HOWTO: Creating a New Hadoop Account on AWS

Follow this link to the redemption site.
Click "Sign-up for an AWS account" under the "I do not have an AWS account" header
Enter your email address and select "I am a new user.":
Fill in the required information:
Click "Continue" and fill in the required information on this page:
Enter your credit card information. Only if you exceed $100 will your credit card be charged:
To verify your account, Amazon will call your cell phone. Enter your phone number in the box and click "Call me now" to prompt the automated phone call:

The caller will ask you to enter a pin that is displayed on your screen to prove your identity. This will only take 30-60 seconds. This concludes the registration process. After this is completed, return to the original website
Enter your promotional code and press redeem like so:
Your AWS account is now activated with $100 worth of credits:
Find your AWS account number in the manage account settings, and get your AWS Access ID and Secret Key by going to "My Account/Console" and select the option for " Security Credentials". Create/copy and save your ACCESS KEY ID and SECRET KEY. Do not use / or _ as characters for your secret key.
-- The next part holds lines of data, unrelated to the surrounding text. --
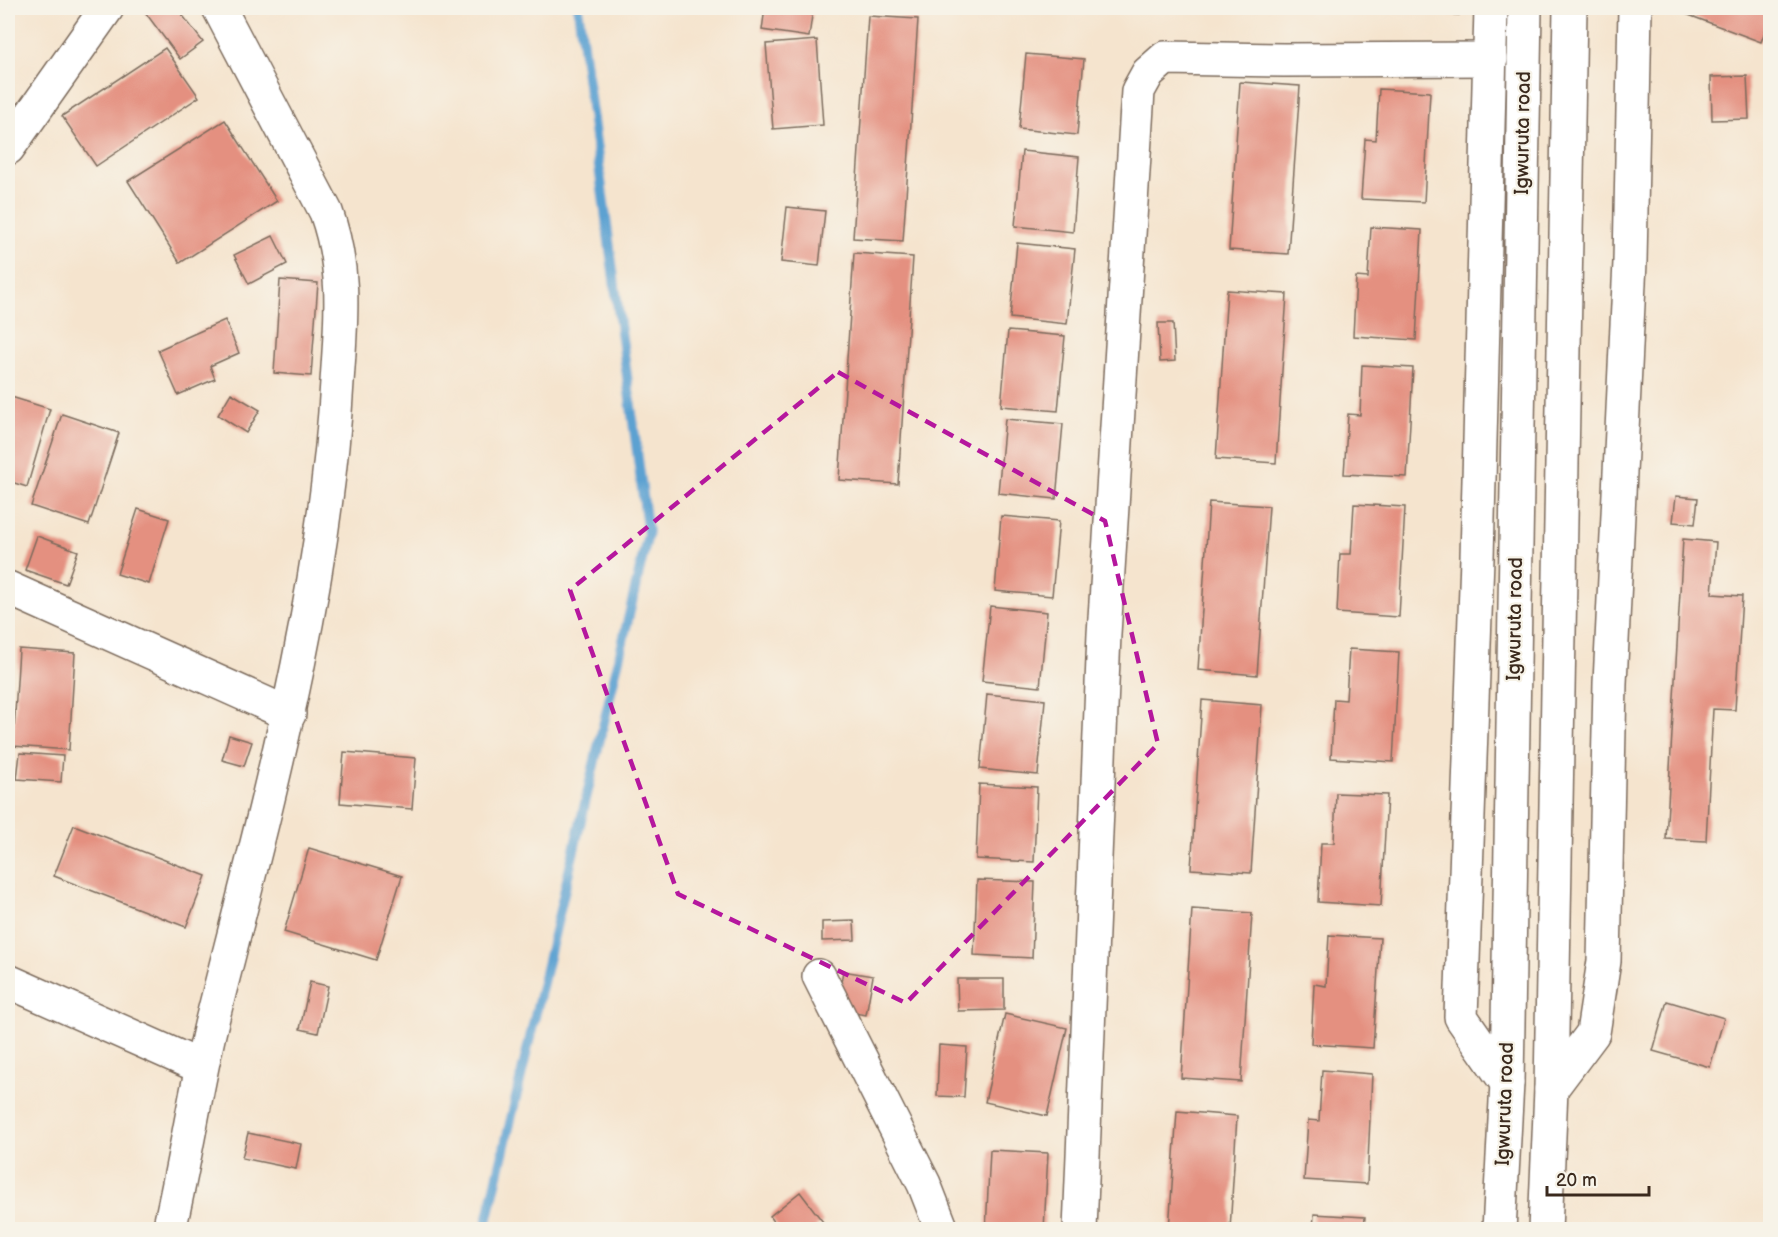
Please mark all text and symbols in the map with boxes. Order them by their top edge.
street label: Igwuruta road [1510,71,1536,195]
street label: Igwuruta road [1502,557,1528,681]
street label: Igwuruta road [1491,1042,1519,1166]
scale bar [1547,1159,1649,1197]
text: 20 m [1556,1170,1597,1191]

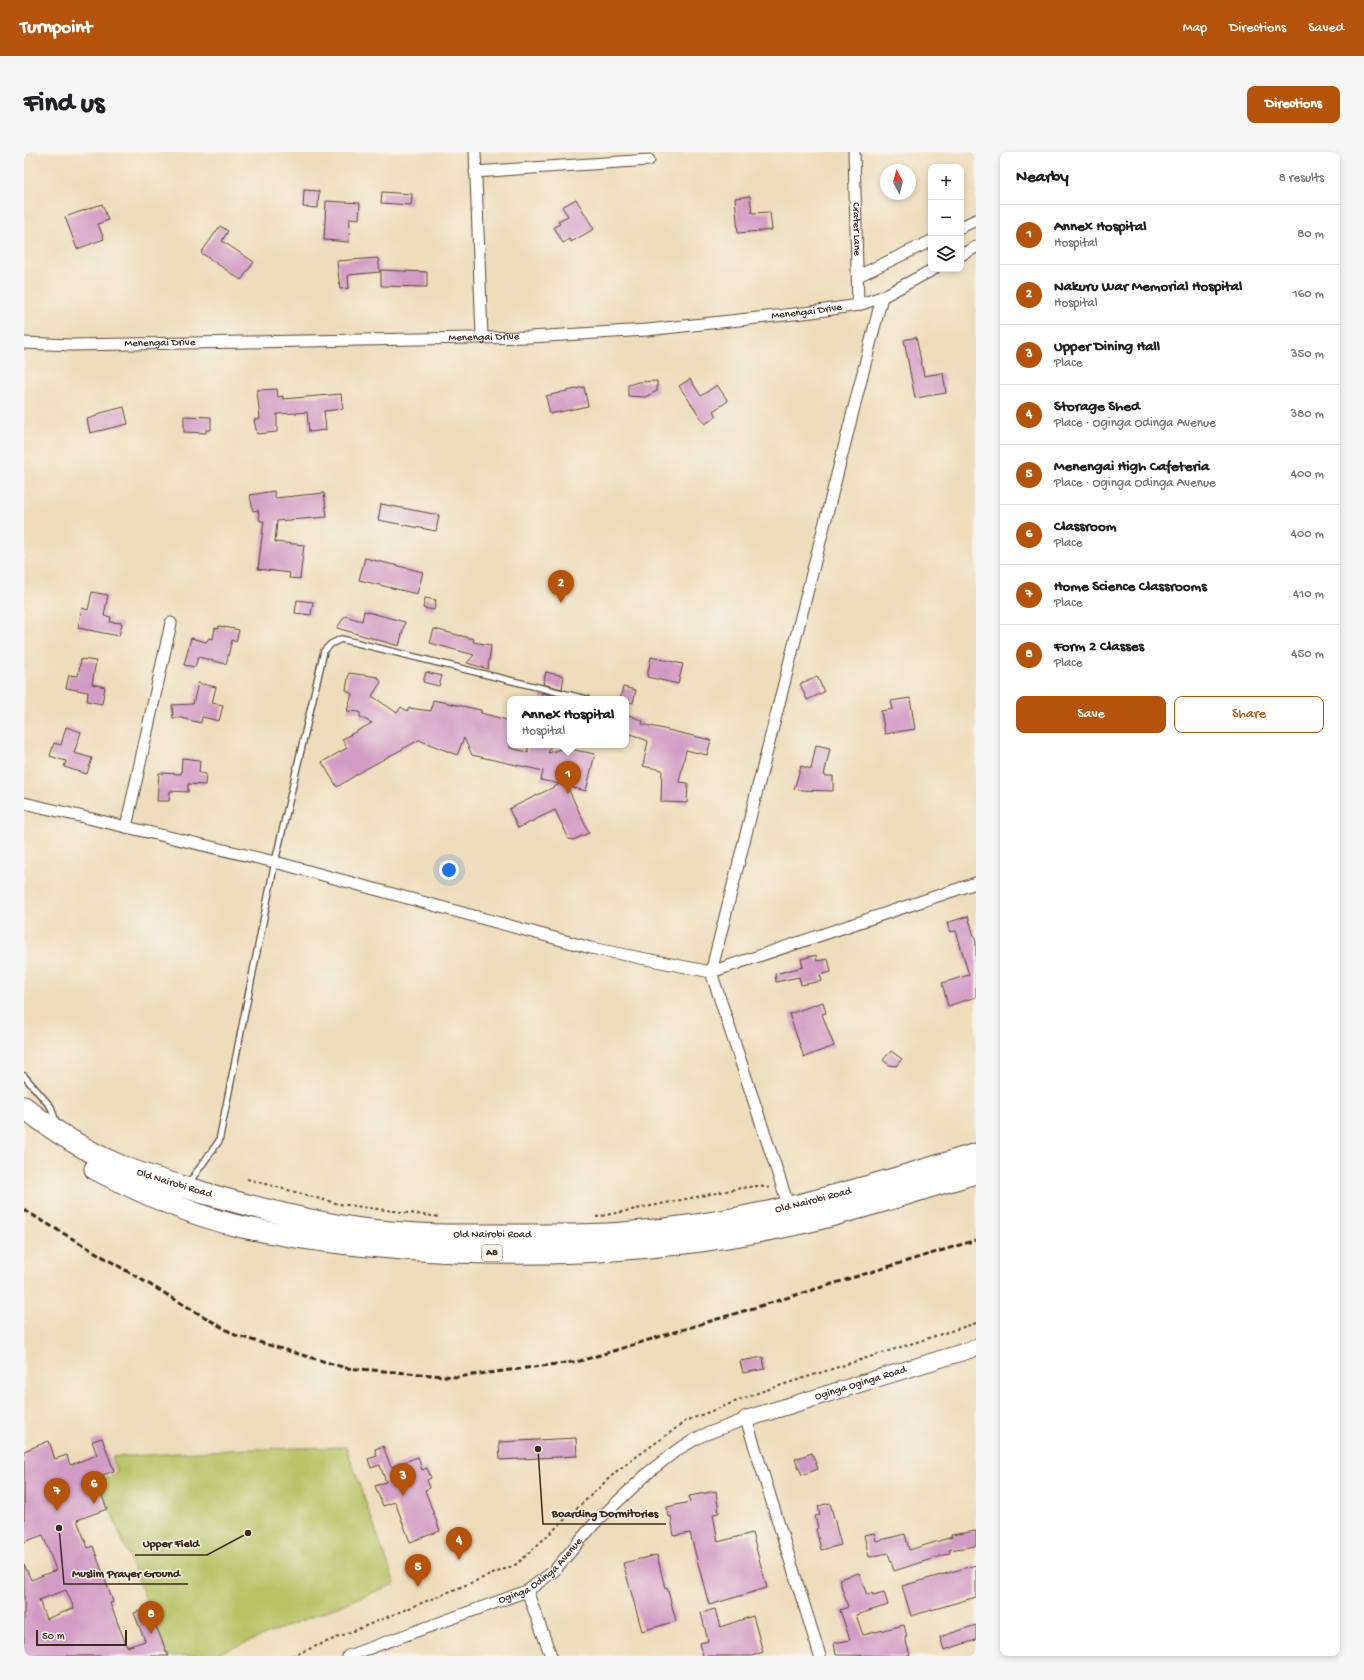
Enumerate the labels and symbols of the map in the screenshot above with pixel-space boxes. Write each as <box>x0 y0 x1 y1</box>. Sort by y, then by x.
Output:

You have to click on 'Create Key' to see the secret key. Note that this is only so that you can access your account - there is a different kind of security for running the commands, see next step. Knowing the difference between these two security configurations is critical!
Now for the security for running the commands. Go to Services/EC2, then under Network and Security, choose Key Pairs. Make sure the region is set to 'N. Virginia'. Create a key pair file, naming it "gsg-keypair". Download and save this file to your ~/.ec2 folder:

If the ~/.ec2 folder does not exist, then your copy of the ACO 420 VM does not have the ec2 tools installed. Follow these instructions to install them:
1. Open a shell prompt, such as Konsole, make sure you are in your home directory (~), and enter the following commands:
  mkdir .ec2
  chmod 777 .ec2
2. Navigate to this web page in your browser.
3. Download the zip file and move it to the .ec2 directory you just made.
4. Unzip the file with the following command:
  unzip (zip filename)
5. Remember the resulting directory name for the tools, as you will need it for step 13.
Open a shell prompt (konsole), and enter the following command to set the appropriate permissons on the keypair file. This is so that the hadoop-ec2 environment can read your command security information.
chmod 600 gsg-keypair.pem
Now we need to update the ~/.bashrc file with your account security information. This file is hidden and located in your home (~) directory. To edit this file, enter the following command:
nano .bashrc
Nano is a command line text editor. You will find two entries in the .bashrc file where you need to add your access and secret keys:

export AWS_ACCESS_KEY=
export AWS_SECRET_KEY=

The following equivalent lines in the .bashrc file should look something like this:
Save the file, close the terminal, and reopen it.
We will need to add the ID and security keys to the hadoop-ec2 environment. We will also need to add some environment variables. Navigate to the correct folder by entering:
cd ~/bin/Hadoop-1.0.4/src/contrib/ec2/bin
and open the hadoop-ec2-env.sh in nano:
nano hadoop-ec2-env.sh
Add your AWS ID, Access Key, and Secret Key to the following lines. Remove the dashes in the ID if they are there. Note the name of the KEY_NAME entry. This name must match the name of your keyfile name EXACTLY. If it does not, you will get a permissions error in Step 25.
Save the file, and exit nano. Test the EC2 command line tools by runnning:
ec2-describe-regions
You should get something like:
REGION ap-northeast-1 ec2.ap-northeast-1.amazonaws.com
REGION ap-southeast-1 ec2.ap-southeast-1.amazonaws.com
...
If you do, then your hadoop-ec2 environment should be configured properly.
You will need to create an S3 bucket and upload any files (programs and data input files) that you need for running tests in the cloud. In your browser, click services on the top right of the website and select "S3". Click create a bucket, name your bucket anything other than 'testbucket', in the U.S. Standard region, then click create. Remember this bucket name for later:
Go back to the AWS Management Console Home and click "S3" in the list of services.
Select the bucket you created earlier.
Click the "Actions" combo box and select upload. Click add files.
Select the StationData_5000.txt file from ~/Documents/Datafiles/StationData , and the InstructionalSolutions.jar file from ~/bin/Hadoop-1.0.4:
Click start upload.
When the upload finishes, open a shell prompt.
Launch a cluster with the following command:
hadoop-ec2 launch-cluster mycluster (number of nodes)

Troubleshooting This Step
It will printout a lot of info, but eventually it will print 'waiting for instance (whatever) to start, then printout a lot of periods. Be prepared to wait a loooong time for it to come back. If you get back a prompt without any errors, your hadoop cluster is running, and you are connected. Move on to Step 26.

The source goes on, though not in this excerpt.